I thought you came here to adore Him, Christ, the Lord?
“May the peace of God that passes all understanding keep your hearts and minds in Christ Jesus our Lord.”
It seems then that living faith, which originates with God and is freely given to me, carries the idea that I am primarily, even exclusively, passive in worship and God is active. God gives through his gospel, I receive. God teaches me through his Word, I learn. Is that right?
I think you are right . God is the One who acts, and we receive, through the conduit of faith. And in that receiving we gain confidence and so forth, and the cycle repeats itself.
“Conduit” is the right word.
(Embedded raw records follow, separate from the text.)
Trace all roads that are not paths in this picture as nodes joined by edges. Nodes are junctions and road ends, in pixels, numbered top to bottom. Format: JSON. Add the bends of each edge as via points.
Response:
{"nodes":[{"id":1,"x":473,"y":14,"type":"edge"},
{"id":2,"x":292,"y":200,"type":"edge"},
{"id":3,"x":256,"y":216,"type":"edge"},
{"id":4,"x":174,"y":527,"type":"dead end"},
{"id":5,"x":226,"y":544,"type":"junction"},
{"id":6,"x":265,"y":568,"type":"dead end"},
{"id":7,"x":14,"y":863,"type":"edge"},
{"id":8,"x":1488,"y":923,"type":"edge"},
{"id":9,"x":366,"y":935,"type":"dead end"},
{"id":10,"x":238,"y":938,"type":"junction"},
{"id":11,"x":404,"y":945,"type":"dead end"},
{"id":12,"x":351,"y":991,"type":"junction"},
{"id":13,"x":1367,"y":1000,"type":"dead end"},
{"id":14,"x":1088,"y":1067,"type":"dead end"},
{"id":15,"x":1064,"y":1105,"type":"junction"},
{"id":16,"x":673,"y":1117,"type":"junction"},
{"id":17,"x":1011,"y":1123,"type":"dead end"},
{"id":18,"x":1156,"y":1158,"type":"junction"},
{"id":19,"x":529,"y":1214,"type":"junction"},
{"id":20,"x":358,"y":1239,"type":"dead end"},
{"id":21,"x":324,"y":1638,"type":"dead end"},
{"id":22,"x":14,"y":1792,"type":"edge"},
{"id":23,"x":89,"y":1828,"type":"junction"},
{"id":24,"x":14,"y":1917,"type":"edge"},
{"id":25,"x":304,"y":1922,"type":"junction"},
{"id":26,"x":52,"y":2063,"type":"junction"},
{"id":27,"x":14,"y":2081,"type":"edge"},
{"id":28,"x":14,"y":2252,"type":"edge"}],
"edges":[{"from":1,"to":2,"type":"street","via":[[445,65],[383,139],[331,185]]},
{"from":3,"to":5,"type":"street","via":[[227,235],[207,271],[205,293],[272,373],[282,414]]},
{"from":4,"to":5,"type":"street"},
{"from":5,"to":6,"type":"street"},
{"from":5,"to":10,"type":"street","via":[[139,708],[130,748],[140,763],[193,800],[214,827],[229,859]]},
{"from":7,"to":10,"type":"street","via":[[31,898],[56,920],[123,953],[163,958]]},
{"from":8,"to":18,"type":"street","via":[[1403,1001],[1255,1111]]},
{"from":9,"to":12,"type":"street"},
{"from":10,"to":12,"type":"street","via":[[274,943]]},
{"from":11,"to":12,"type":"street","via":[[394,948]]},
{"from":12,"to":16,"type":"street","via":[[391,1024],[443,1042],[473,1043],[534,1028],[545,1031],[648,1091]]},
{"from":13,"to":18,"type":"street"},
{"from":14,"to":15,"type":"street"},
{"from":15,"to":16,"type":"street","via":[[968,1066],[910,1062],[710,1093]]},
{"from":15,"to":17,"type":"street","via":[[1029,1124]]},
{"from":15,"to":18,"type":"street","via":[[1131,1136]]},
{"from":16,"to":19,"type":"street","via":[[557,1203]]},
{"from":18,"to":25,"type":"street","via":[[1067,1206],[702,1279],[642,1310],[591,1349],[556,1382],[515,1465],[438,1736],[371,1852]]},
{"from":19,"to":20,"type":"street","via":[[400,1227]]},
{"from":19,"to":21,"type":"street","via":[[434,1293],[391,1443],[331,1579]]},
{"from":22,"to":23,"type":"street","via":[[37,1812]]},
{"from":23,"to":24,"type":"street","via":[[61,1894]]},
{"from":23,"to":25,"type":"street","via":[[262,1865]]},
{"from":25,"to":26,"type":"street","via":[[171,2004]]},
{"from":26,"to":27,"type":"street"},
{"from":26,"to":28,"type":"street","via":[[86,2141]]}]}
I know that as an evangelical, I thought “faith” was something exercised or a decision made. But still, it wasn’t a work. Or was it a different category altogether? It was confusing!!
I think it is confusing for many. it’s always good to look at what the Scriptures say about these matters of faith. And there we see that it is all God’s work…for us.
I really appreciate the way Pastor Mark unpacks the Scriptures using illustrations to accentuate their truth.
And I appreciate your comments and perspective, as well, Curt. Thanks, friend.